Department of Anesthesiology, Intensive Care, Emergency Medicine, Transfusion Medicine, and Pain Therapy, Protestant Hospital of the Bethel Foundation, University Hospital of Bielefeld, Campus Bielefeld-Bethel, Bielefeld, Germany -
Coordination Office for Studies in Biomedicine and Preclinical and Clinical Research, Protestant Hospital of the Bethel Foundation, University Hospital OWL, University of Bielefeld, Bielefeld, Germany.
Minerva Anestesiol. 2023 Nov;89(11):1003-1012. doi: 10.23736/S0375-9393.23.17390-1. Epub 2023 Sep 5.

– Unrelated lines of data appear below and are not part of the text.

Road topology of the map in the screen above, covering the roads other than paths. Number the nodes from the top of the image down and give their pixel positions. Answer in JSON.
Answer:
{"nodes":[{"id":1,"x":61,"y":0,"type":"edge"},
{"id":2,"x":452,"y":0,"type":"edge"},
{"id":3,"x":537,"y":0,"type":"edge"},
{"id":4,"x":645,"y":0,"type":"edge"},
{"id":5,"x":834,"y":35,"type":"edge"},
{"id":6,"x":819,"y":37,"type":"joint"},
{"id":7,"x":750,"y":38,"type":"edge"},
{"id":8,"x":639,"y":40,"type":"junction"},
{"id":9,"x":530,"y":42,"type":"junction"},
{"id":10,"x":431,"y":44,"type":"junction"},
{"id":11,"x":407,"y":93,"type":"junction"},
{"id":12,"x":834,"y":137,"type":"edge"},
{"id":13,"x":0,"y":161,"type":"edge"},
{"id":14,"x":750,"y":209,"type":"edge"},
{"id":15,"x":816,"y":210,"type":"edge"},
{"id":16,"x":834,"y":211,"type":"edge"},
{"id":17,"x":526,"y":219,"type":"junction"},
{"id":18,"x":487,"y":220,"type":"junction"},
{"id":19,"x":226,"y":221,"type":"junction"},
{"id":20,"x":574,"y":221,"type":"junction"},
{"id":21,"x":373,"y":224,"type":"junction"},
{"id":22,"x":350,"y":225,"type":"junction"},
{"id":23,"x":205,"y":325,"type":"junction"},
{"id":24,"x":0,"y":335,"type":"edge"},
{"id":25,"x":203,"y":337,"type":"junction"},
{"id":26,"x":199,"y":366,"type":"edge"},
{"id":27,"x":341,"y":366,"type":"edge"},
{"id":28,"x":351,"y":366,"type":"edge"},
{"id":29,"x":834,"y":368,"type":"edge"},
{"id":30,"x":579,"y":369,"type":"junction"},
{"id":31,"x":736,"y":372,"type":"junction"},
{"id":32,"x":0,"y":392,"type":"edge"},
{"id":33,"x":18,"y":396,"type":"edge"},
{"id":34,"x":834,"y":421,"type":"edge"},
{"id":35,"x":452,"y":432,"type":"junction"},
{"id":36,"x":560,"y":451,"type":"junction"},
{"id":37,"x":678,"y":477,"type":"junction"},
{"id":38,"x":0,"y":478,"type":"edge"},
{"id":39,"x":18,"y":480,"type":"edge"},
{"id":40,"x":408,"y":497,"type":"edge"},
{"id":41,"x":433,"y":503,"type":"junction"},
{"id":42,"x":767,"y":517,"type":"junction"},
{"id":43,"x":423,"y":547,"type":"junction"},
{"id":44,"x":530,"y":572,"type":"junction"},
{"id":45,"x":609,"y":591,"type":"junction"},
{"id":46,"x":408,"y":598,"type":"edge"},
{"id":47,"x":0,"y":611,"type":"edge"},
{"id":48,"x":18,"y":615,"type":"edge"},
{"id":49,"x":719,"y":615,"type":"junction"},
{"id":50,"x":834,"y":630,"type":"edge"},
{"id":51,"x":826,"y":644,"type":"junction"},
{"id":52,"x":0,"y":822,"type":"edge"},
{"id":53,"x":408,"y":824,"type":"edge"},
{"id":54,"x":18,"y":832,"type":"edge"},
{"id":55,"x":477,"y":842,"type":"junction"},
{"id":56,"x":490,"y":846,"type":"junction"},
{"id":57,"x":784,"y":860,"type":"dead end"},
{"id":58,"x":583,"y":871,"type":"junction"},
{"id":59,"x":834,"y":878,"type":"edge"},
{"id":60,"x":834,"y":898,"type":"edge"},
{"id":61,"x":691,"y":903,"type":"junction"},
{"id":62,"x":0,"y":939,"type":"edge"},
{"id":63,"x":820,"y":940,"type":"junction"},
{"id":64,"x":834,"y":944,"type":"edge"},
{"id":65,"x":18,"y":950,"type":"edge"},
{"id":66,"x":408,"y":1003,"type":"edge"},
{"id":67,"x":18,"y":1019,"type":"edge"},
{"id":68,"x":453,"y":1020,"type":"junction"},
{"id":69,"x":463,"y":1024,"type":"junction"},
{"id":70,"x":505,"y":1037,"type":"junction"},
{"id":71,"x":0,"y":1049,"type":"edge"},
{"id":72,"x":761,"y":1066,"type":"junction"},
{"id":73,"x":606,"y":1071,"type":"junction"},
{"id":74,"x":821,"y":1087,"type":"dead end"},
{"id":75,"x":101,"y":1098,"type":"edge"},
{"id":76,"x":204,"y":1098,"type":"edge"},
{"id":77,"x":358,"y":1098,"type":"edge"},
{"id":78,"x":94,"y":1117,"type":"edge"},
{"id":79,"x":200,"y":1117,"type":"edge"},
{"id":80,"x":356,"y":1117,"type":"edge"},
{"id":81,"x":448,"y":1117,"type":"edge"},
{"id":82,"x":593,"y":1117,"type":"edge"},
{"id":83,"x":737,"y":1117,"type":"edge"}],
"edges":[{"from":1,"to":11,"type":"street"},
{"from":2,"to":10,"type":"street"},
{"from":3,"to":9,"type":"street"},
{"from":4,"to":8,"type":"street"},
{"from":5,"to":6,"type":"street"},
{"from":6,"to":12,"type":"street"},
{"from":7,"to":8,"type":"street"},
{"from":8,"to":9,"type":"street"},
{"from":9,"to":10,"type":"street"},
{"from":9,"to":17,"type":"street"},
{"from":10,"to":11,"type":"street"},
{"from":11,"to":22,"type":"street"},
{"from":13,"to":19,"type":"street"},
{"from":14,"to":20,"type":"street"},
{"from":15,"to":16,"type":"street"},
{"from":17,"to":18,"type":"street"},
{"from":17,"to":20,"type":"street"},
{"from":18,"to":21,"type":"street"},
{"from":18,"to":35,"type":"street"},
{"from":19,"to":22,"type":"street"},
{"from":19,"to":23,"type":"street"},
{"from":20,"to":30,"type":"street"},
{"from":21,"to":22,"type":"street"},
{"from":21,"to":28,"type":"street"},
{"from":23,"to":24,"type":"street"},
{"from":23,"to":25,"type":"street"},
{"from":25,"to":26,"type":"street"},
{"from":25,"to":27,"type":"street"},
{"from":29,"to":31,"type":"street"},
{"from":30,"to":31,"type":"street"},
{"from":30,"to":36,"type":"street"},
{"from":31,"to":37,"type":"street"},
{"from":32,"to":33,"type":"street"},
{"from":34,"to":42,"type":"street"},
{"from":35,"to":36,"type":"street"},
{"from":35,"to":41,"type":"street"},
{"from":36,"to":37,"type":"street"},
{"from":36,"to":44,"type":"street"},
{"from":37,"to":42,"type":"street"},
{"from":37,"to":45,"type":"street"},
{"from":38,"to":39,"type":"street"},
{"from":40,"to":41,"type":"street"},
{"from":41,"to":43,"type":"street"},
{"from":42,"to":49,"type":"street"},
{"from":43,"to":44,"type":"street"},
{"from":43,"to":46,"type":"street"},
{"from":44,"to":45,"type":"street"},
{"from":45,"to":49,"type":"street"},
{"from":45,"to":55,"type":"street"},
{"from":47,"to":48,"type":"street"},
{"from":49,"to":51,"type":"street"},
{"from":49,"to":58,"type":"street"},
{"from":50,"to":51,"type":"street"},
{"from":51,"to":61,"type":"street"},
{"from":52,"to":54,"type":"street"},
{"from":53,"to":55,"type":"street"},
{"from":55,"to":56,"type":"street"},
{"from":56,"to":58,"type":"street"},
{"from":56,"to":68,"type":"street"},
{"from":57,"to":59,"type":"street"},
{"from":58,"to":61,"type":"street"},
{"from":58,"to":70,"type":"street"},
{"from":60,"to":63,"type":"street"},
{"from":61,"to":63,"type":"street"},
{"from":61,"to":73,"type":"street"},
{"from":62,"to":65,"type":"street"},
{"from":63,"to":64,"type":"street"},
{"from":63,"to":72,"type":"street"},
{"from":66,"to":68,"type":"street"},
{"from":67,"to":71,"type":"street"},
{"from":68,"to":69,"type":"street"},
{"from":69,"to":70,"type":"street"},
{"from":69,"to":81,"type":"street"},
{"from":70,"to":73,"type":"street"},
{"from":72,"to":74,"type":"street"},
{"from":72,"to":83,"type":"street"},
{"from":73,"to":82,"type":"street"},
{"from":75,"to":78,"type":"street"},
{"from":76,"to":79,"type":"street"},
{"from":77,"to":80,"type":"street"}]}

In contrast to the pre-hospital environment, patients with in-hospital cardiac arrest are usually lying in a hospital bed. Interestingly, there are no current recommendations for optimal provider positioning. The present study evaluates in bed chest compression quality in different provider positions during in-hospital-cardiac-arrest.
Paramedics conducted four resuscitation scenarios: manikin lying on the floor with provider position kneeling next to the manikin (control group), manikin lying in a hospital bed with the provider kneeling astride, kneeling beside or standing next to the manikin. A resuscitation board was not used according to the current guideline recommendations. Quality of resuscitation, compression depth, compression rate and percentage of compressions with complete chest rebound were recorded. Afterwards, the paramedics were asked about subjective efficiency and fatigue. Data were analyzed using Generalized-Linear-Mixed-Models and, in addition, by non-parametric Friedman test.
A total of 60 participants were recruited. The total quality of chest compressions was significantly higher in floor-based control position compared to the standing (P<.001) and both kneeling positions (P<.05). Also, the compression depth was significantly more guideline compliant in the control (P<.001) and the kneeling position (P<.05) compared to the standing position. The compression frequency as well as the complete chest wall recoil did not differ significantly. The standing position was rated as more fatiguing than the other positions (p≤0.001), kneeling beside as subjectively more efficient than the standing position (P<0.001).
In case of an in-bed resuscitation, high quality chest compressions are possible. Kneeling astride or beside the patient should be preferred because these positions demonstrated a good chest compression quality and were more efficient and less exhausting.
与院前环境相比,院内心搏骤停患者通常躺在医院病床上。有趣的是,目前没有关于最佳施救者体位的推荐。本研究评估了院内心搏骤停时不同施救者体位下床上胸外按压的质量。
急救员进行了四个复苏场景:模拟人躺在地板上,施救者跪在模拟人身旁(对照组)、模拟人躺在医院病床上,施救者跨坐在模拟人身上、跪在模拟人旁边或站在模拟人身旁。根据当前指南建议,不使用复苏板。记录复苏质量、按压深度、按压频率和完全回弹的按压百分比。之后,询问急救员对主观效率和疲劳的看法。使用广义线性混合模型和非参数 Friedman 检验进行数据分析。
共招募了 60 名参与者。与站立位(P<.001)和双侧跪地位(P<.05)相比,基于地板的对照组总胸外按压质量显著更高。此外,与站立位相比,对照组(P<.001)和跪地位(P<.05)的按压深度更符合指南要求。按压频率和完全胸廓回弹无显著差异。站立位比其他体位更疲劳(p≤0.001),跪地旁位比站立位更主观有效(P<0.001)。
在床旁复苏时,可以进行高质量的胸外按压。跨坐或跪在患者旁边应是首选,因为这些体位的胸外按压质量较好,且效率更高、疲劳感更低。